#Venezia76 – The Laundromat: lo scandalo dei Panama Papers secondo Soderbergh

Steven Soderbergh sbarca per la prima volta in concorso a Venezia con The Laundromat, nuovo avvincente dramma poliziesco sulle vicende del così detto “scandalo dei Panama Papers”.


Tale appellativo fa riferimento a fascicoli riservati sull’attività di società offshore operanti a livello mondiale: in seguito a una lunga inchiesta, nel 2016 sono trapelati oltre undici milioni di files confidenziali conservati dallo studio legale panamense Mossack Fonseca dagli anni ’70 a oggi, documenti criptati che testimoniano l’attività illegale di figure politiche influenti implicate in traffici illeciti, tangenti, operazioni di evasione fiscale, corruzione.

Risulta particolarmente evidente l’interesse di Soderbergh per questo genere di soggetti, talvolta ispirati a eventi realmente accaduti: rapine, intrighi, inchieste, misteri da svelare, indagini, inseguimenti. Elementi che egli ha sempre amato inserire nei suoi film, basti pensare a pellicole quali Out of sight (1998), L’inglese (1999), Erin Brockovich (2000), Traffic (2000), la trilogia degli Ocean’s, Intrigo a Berlino (2006), The Informant! (2009), Knockout (2011), Effetti collaterali (2013), La truffa dei Logan (2017). Rimane qui in secondo piano l’altra sua passione, quella per il thriller-fantascientifico-distopico (Solaris, Contagion, Unsane).

Stavolta, per mettere in scena l’indagine su una delle più grandi frodi assicurative della storia, il regista premio Oscar (per Traffic nel 2001) si è avvalso di una schiera di collaboratori abituali: primo tra tutti lo sceneggiatore Scott Z. Burns (The Informant!, Contagion, Effetti collaterali), che ha preso spunto dal libro d’inchiesta Secrecy World: Inside the Panama Papers Investigation of Illicit Money Networks and the Global Elite di Jake Bernstein, giornalista americano vincitore del premio Pulitzer.
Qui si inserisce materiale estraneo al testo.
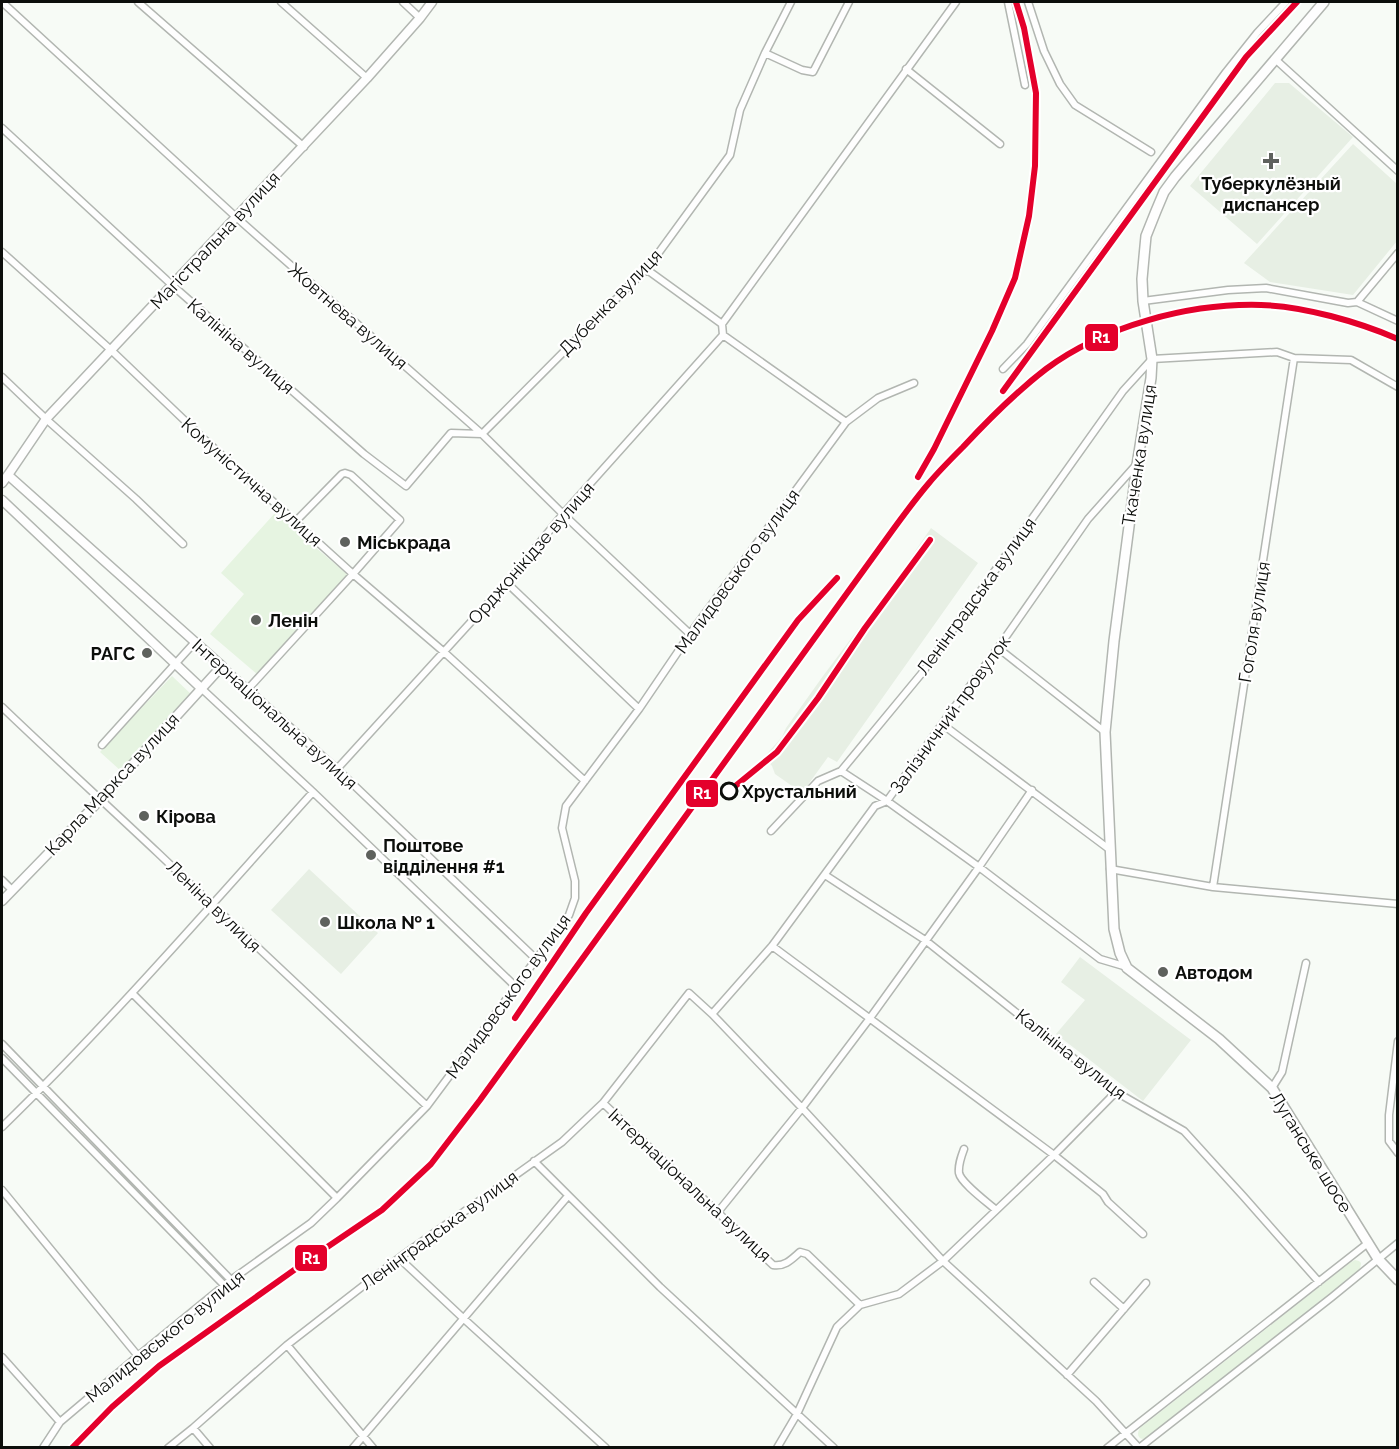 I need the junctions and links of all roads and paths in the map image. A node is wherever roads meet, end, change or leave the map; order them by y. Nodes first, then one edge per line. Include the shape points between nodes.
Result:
1 (2, 2) edge
2 (138, 2) edge
3 (281, 2) edge
4 (403, 2) edge
5 (432, 2) edge
6 (791, 2) edge
7 (849, 2) edge
8 (956, 2) edge
9 (1008, 2) edge
10 (1028, 2) edge
11 (1286, 2) edge
12 (1321, 4) edge
13 (420, 18) junction
14 (765, 54) junction
15 (1275, 59) junction
16 (906, 69) junction
17 (367, 78) junction
18 (1025, 85) dead end
19 (2, 128) edge
20 (1000, 144) dead end
21 (304, 147) junction
22 (1151, 152) dead end
23 (1398, 171) edge
24 (236, 217) junction
25 (2, 252) edge
26 (1398, 253) edge
27 (646, 269) junction
28 (172, 285) junction
29 (1143, 301) junction
30 (1357, 303) junction
31 (1398, 321) edge
32 (722, 324) junction
33 (723, 335) junction
34 (111, 350) junction
35 (1294, 358) junction
36 (1152, 359) junction
37 (1003, 369) dead end
38 (2, 377) edge
39 (914, 383) dead end
40 (1398, 387) edge
41 (46, 419) junction
42 (846, 422) junction
43 (482, 434) junction
44 (1137, 465) junction
45 (8, 475) junction
46 (2, 483) edge
47 (2, 500) edge
48 (562, 514) junction
49 (295, 522) junction
50 (183, 544) dead end
51 (353, 574) junction
52 (507, 583) junction
53 (690, 634) junction
54 (195, 642) junction
55 (998, 648) junction
56 (444, 652) junction
57 (175, 665) junction
58 (222, 666) junction
59 (201, 688) junction
60 (248, 688) junction
61 (2, 707) edge
62 (639, 709) junction
63 (942, 724) junction
64 (1105, 732) junction
65 (102, 746) dead end
66 (337, 769) junction
67 (841, 771) junction
68 (585, 781) junction
69 (1032, 790) junction
70 (313, 792) junction
71 (101, 800) junction
72 (887, 801) junction
73 (771, 831) dead end
74 (1109, 849) junction
75 (979, 867) junction
76 (1110, 869) junction
77 (825, 875) junction
78 (2, 880) edge
79 (1213, 887) junction
80 (12, 890) junction
81 (2, 901) edge
82 (212, 904) junction
83 (1398, 904) edge
84 (926, 940) junction
85 (772, 946) junction
86 (536, 959) junction
87 (1306, 963) dead end
88 (1127, 968) junction
89 (515, 986) junction
90 (132, 993) junction
91 (712, 1014) junction
92 (870, 1018) junction
93 (1398, 1041) edge
94 (2, 1044) edge
95 (2, 1058) edge
96 (42, 1086) junction
97 (1272, 1088) junction
98 (1116, 1092) junction
99 (36, 1093) junction
100 (603, 1103) junction
101 (427, 1106) junction
102 (802, 1108) junction
103 (2, 1127) edge
104 (964, 1149) dead end
105 (1398, 1152) edge
106 (1054, 1155) junction
107 (534, 1161) junction
108 (2, 1190) edge
109 (568, 1196) junction
110 (338, 1198) junction
111 (996, 1210) junction
112 (718, 1212) junction
113 (1143, 1234) dead end
114 (1368, 1243) junction
115 (1398, 1243) edge
116 (399, 1258) junction
117 (1378, 1259) junction
118 (943, 1261) junction
119 (231, 1280) junction
120 (1398, 1280) edge
121 (1094, 1282) dead end
122 (1319, 1282) junction
123 (1146, 1283) dead end
124 (225, 1286) junction
125 (860, 1305) junction
126 (1124, 1309) junction
127 (464, 1319) junction
128 (286, 1345) junction
129 (138, 1356) junction
130 (2, 1357) edge
131 (1067, 1375) junction
132 (797, 1414) junction
133 (60, 1422) junction
134 (193, 1428) junction
135 (1125, 1433) junction
136 (363, 1436) junction
137 (44, 1448) edge
138 (168, 1448) edge
139 (210, 1448) edge
140 (353, 1448) edge
141 (373, 1448) edge
142 (606, 1448) edge
143 (777, 1448) edge
144 (834, 1448) edge
145 (1107, 1448) edge
146 (1139, 1448) edge

1 - 24 street, Жовтнева вулиця
2 - 21 street
3 - 17 street
4 - 13 street
5 - 13 street, Магістральна вулиця
6 - 14 street, Дубенка вулиця
7 - 14 street via 813,72
8 - 16 street
9 - 18 street
10 - 22 street via 1044,51 1075,105
11 - 37 street via 1226,72 1027,344
12 - 15 main road, Ткаченка вулиця
13 - 17 street, Магістральна вулиця
14 - 27 street, Дубенка вулиця via 740,110 730,155
15 - 23 street
15 - 29 main road, Ткаченка вулиця via 1164,192 1146,236
16 - 20 street
16 - 32 street
17 - 21 street, Магістральна вулиця
19 - 28 street, Калініна вулиця
21 - 24 street, Магістральна вулиця
24 - 28 street, Магістральна вулиця
24 - 43 street, Жовтнева вулиця
25 - 34 street, Комуністична вулиця
26 - 30 street
27 - 32 street
27 - 43 street, Дубенка вулиця
28 - 34 street, Магістральна вулиця
28 - 43 street, Калініна вулиця via 364,454 406,486 451,433
29 - 30 street via 1266,288
29 - 36 main road, Ткаченка вулиця
30 - 31 street
32 - 33 street
33 - 42 street
33 - 48 street, Орджонікідзе вулиця
34 - 41 street, Магістральна вулиця
34 - 49 street, Комуністична вулиця
35 - 36 street via 1277,352
35 - 40 street via 1351,360
35 - 79 street, Гоголя вулиця
36 - 44 main road, Ткаченка вулиця
36 - 67 street, Ленінградська вулиця via 1118,398 922,673
38 - 41 street
39 - 42 street, Малидовського вулиця via 878,398
41 - 45 street, Магістральна вулиця
41 - 50 street
42 - 53 street, Малидовського вулиця
43 - 48 street, Жовтнева вулиця
44 - 55 street, Залізничний провулок via 1088,519
44 - 64 main road, Ткаченка вулиця
45 - 46 street, Магістральна вулиця
45 - 54 street, Інтернаціональна вулиця
47 - 57 street, Інтернаціональна вулиця
48 - 52 street, Орджонікідзе вулиця
48 - 53 street, Жовтнева вулиця
49 - 51 street, Комуністична вулиця
49 - 51 street via 342,474 351,475 400,520
51 - 56 street, Комуністична вулиця
51 - 60 street
52 - 56 street, Орджонікідзе вулиця
52 - 62 street
53 - 62 street, Малидовського вулиця
54 - 57 street
54 - 58 street, Інтернаціональна вулиця
55 - 63 street, Залізничний провулок
55 - 64 street
56 - 66 street, Орджонікідзе вулиця
56 - 68 street, Комуністична вулиця
57 - 59 street, Інтернаціональна вулиця
57 - 65 street
58 - 59 street, Карла Маркса вулиця
58 - 60 street, Інтернаціональна вулиця
59 - 70 street, Інтернаціональна вулиця
59 - 71 street, Карла Маркса вулиця
60 - 66 street, Інтернаціональна вулиця
61 - 71 street, Леніна вулиця
62 - 68 street, Малидовського вулиця
63 - 69 street
63 - 72 street, Залізничний провулок
64 - 74 main road, Ткаченка вулиця
66 - 86 street, Інтернаціональна вулиця
67 - 72 street
67 - 73 street, Ленінградська вулиця via 818,781
68 - 86 street, Малидовського вулиця via 566,806 562,828 575,881 575,898 569,915
69 - 74 street
69 - 75 street
70 - 82 street
70 - 89 street, Інтернаціональна вулиця
71 - 80 street, Карла Маркса вулиця
71 - 82 street, Леніна вулиця
72 - 75 street
72 - 77 street, Залізничний провулок via 875,806
74 - 76 main road, Ткаченка вулиця
75 - 84 street
75 - 88 street via 1100,959
76 - 79 street
76 - 88 main road, Ткаченка вулиця via 1114,928
77 - 84 street, Калініна вулиця
77 - 85 street, Залізничний провулок
78 - 80 street
79 - 83 street
80 - 81 street, Карла Маркса вулиця
82 - 90 street
82 - 101 street, Леніна вулиця
84 - 92 street
84 - 98 street, Калініна вулиця
85 - 91 street, Залізничний провулок
85 - 92 street
86 - 89 street, Малидовського вулиця
87 - 97 street via 1282,1072
88 - 97 main road, Луганське шосе via 1219,1039
89 - 101 street, Малидовського вулиця
90 - 96 street
90 - 110 street
91 - 100 street, Ленінградська вулиця via 689,993
91 - 102 street
92 - 102 street
92 - 106 street
93 - 105 street via 1389,1115 1389,1141
94 - 96 street
95 - 99 street
96 - 99 street
96 - 119 street
97 - 114 main road, Луганське шосе
98 - 106 street
98 - 122 street, Калініна вулиця via 1184,1131
99 - 103 street
99 - 124 street
100 - 107 street, Ленінградська вулиця
100 - 112 street, Інтернаціональна вулиця
101 - 110 street, Малидовського вулиця
102 - 112 street
102 - 118 street
104 - 111 street via 959,1174
106 - 111 street
106 - 113 street via 1103,1194
107 - 109 street
107 - 116 street, Ленінградська вулиця
108 - 129 street
109 - 127 street
109 - 132 street
110 - 119 street, Малидовського вулиця
111 - 118 street
112 - 125 street, Інтернаціональна вулиця via 773,1265 788,1262 800,1252 807,1254
114 - 117 main road, Луганське шосе
114 - 122 street
115 - 117 street
116 - 127 street
116 - 128 street, Ленінградська вулиця
117 - 120 main road, Луганське шосе
117 - 146 street
118 - 125 street via 899,1294
118 - 131 street
119 - 124 street, Малидовського вулиця
121 - 126 street
122 - 135 street
123 - 126 street
124 - 129 street, Малидовського вулиця
125 - 132 street via 837,1327
126 - 131 street
127 - 136 street
127 - 142 street
128 - 134 street, Ленінградська вулиця
128 - 136 street
129 - 133 street, Малидовського вулиця
130 - 133 street
131 - 135 street
132 - 143 street
132 - 144 street
133 - 137 street, Малидовського вулиця
134 - 138 street, Ленінградська вулиця
134 - 139 street
135 - 145 street
135 - 146 street
136 - 140 street
136 - 141 street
Soderbergh ha scelto inoltre alcuni professionisti “di fiducia” per ciascuno dei vari settori, dai suoi abituali alter-ego, il direttore della fotografia Peter Andrews alla montatrice Mary Ann Bernard (pseudonimi con cui firma fotografia e montaggio dei suoi film), dallo scenografo Howard Cummings (Contagion, Knockout, Magic Mike, Effetti collaterali, Dietro i candelabri, The Knick, La truffa dei Logan) alla costumista Ellen Mirojnick (Dietro i candelabri, The Knick, La truffa dei Logan), sino al musicista David Holmes (Out of Sight, la trilogia degli Ocean’s, La truffa dei Logan).

Tra i membri del cast stellare troviamo Jeffrey Wright (Hold the Dark, Westworld), Matthias Schoenaerts (Un sapore di ruggine e ossa, Suite francese, A Bigger Splash, Le fidèle), James Cromwell (Invito a cena con delitto, Babe – maialino coraggioso, Il miglio verde, The Artist, American Horror Story, The Young Pope) e Sharon Stone (Basic Instinct, Casinò).

Ma i più attesi al Lido, per la proiezione di domenica 1 settembre, sono i protagonisti Meryl Streep, Gary Oldman e Antonio Banderas.

Nonostante non siano ancora stati rivelati ulteriori dettagli riguardo al film e manchino sia il trailer ufficiale che le prime foto dal set, possiamo immaginarci un profilo che lo collochi sulla scia di opere con tematica simile (tutte incentrate su vicende reali e riadattate da libri preesistenti), quali Prova a prendermi (Spielberg, 2002), American Hustle (David O. Russell, 2013), The Wolf of Wall Street (Scorsese, 2013), La grande scommessa (Adam McKay, 2015).

Non ci resta che aspettare pazientemente ancora qualche giorno per goderci la visione della pellicola, co-prodotta e distribuita da Netflix (al pari di Marriage Story di Noah Baumbach, anch’esso in corsa per il Leone d’oro di quest’anno).